In spite of Max being completely wrong for Sara, his arrival seems to shake her out of her depression and waken something in her. On some level he is the same kind of man as her father and her sisters' husbands. His main care is for money, and he sees a wife as "another piece of property." But his attention allows something to bloom inside Sara that no makeup or lace collar could affect. She suddenly understands what many of the young women she works with have been talking about, and she lets herself be carried away by Max's attentions. She has new experiences, like eating at a nice restaurant and going to the theater, and she is able to have fun outside of the endless cycle of work that is her current life.

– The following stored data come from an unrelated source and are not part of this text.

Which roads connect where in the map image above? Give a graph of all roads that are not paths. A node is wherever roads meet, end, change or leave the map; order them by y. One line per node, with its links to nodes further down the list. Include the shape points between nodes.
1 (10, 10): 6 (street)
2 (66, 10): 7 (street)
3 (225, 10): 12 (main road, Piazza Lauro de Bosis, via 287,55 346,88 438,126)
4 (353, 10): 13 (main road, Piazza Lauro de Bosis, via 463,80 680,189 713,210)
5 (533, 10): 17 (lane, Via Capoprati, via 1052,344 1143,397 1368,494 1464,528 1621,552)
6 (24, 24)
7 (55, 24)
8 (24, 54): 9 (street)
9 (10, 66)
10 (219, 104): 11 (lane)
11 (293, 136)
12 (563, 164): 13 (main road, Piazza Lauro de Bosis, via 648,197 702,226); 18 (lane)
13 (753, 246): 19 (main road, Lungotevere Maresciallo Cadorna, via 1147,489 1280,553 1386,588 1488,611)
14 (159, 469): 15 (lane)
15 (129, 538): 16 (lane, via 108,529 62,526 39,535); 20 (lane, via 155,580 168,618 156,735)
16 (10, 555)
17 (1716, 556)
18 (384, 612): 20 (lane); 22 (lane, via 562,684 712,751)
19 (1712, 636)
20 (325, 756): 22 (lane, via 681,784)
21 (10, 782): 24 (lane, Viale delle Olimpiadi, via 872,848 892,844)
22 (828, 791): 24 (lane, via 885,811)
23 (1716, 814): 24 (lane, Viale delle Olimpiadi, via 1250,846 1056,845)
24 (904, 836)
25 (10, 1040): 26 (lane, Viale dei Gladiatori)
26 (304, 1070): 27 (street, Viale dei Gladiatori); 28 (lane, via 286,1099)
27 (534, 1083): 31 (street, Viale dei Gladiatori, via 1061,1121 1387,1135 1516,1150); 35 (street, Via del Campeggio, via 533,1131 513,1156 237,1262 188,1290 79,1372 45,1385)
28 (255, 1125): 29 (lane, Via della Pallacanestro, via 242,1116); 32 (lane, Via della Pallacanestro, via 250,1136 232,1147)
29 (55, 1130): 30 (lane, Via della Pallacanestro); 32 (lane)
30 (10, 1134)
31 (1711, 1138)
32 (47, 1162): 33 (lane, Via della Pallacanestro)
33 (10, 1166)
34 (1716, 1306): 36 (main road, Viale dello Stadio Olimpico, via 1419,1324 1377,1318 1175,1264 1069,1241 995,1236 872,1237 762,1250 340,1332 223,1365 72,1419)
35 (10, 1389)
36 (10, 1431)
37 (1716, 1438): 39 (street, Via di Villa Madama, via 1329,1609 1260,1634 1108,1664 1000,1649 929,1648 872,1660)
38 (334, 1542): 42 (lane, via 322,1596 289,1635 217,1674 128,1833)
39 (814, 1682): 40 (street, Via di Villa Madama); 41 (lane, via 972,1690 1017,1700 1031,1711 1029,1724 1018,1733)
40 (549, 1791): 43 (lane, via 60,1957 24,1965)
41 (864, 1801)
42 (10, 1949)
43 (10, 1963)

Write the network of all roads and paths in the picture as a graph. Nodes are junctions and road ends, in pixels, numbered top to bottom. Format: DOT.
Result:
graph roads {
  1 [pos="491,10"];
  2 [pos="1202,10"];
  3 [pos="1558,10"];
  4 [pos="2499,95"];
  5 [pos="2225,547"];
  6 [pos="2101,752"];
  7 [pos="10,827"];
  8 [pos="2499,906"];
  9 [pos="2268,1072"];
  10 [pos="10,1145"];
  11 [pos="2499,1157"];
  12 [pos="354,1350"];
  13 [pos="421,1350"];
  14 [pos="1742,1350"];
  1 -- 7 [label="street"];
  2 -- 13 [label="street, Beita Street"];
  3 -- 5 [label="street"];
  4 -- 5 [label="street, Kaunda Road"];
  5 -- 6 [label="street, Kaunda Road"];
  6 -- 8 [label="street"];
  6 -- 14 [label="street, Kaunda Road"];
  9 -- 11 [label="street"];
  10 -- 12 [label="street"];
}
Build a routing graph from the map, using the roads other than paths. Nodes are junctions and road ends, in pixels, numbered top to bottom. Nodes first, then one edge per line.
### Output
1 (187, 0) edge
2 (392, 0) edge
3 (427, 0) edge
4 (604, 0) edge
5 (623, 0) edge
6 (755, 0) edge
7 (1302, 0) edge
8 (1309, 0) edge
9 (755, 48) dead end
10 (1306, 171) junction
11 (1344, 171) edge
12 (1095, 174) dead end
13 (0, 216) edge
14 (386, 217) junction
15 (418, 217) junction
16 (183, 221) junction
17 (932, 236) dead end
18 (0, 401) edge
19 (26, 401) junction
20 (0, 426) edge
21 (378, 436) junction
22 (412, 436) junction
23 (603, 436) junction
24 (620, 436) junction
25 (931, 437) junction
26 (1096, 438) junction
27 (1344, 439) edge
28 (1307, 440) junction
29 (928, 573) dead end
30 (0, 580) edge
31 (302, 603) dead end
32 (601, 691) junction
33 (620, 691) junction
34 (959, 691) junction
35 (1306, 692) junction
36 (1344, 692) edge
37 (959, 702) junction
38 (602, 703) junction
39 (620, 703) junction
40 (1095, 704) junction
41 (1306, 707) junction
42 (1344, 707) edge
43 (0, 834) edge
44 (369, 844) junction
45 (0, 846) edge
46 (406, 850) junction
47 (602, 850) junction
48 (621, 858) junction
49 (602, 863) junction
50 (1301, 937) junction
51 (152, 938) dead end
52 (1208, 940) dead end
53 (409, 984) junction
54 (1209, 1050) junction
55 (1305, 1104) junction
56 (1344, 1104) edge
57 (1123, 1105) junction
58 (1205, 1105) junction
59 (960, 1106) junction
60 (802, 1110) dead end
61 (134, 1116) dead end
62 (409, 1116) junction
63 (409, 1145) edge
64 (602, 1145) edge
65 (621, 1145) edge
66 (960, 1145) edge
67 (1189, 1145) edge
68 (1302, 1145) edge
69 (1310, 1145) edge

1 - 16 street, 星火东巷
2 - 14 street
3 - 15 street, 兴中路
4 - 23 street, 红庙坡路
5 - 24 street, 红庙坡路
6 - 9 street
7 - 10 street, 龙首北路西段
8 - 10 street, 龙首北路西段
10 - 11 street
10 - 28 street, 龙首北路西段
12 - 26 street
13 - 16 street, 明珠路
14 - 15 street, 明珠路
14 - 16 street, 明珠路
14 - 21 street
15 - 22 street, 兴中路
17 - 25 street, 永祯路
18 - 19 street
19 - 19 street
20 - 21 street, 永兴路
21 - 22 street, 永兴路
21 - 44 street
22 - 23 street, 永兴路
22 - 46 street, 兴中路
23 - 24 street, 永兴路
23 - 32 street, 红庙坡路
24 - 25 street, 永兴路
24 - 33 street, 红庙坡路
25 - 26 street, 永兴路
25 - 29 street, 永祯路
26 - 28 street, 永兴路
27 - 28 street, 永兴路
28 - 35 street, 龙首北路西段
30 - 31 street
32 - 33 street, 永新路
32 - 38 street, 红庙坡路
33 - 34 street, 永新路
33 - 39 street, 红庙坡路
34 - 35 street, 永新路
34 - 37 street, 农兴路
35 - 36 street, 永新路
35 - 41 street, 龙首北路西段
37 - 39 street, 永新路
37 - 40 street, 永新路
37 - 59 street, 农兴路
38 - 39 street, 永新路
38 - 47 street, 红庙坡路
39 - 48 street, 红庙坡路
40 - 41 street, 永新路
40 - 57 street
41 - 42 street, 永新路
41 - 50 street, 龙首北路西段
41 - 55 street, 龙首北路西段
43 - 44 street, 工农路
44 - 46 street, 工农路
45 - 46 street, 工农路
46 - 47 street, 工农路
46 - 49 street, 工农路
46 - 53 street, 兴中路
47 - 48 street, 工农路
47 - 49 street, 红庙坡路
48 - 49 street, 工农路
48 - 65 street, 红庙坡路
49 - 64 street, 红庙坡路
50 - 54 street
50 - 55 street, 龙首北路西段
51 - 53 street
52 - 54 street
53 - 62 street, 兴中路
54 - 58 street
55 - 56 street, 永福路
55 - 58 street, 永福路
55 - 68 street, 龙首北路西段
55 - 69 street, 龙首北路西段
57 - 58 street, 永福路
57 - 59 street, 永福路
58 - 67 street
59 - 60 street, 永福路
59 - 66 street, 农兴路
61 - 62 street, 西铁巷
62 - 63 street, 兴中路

Sara only remains despondent for part of the evening after she rejects Max. By the end of the evening, she is already bouncing back, spurred forward by the experience instead of regressing into depression. Sara looks in the mirror and realizes the effect Max had on her is not gone now that she has refused him. The experience itself seems to bring her into her womanhood, and she feels more alive than she did before. The reflection she sees in the mirror after Max leaves is completely different from her vision of herself as drab and already an old maid, or with makeup on that feels somehow as though she is playing at dress-up. Her experience of feeling loved gives her new energy for life and is another important step in her determined victory trajectory.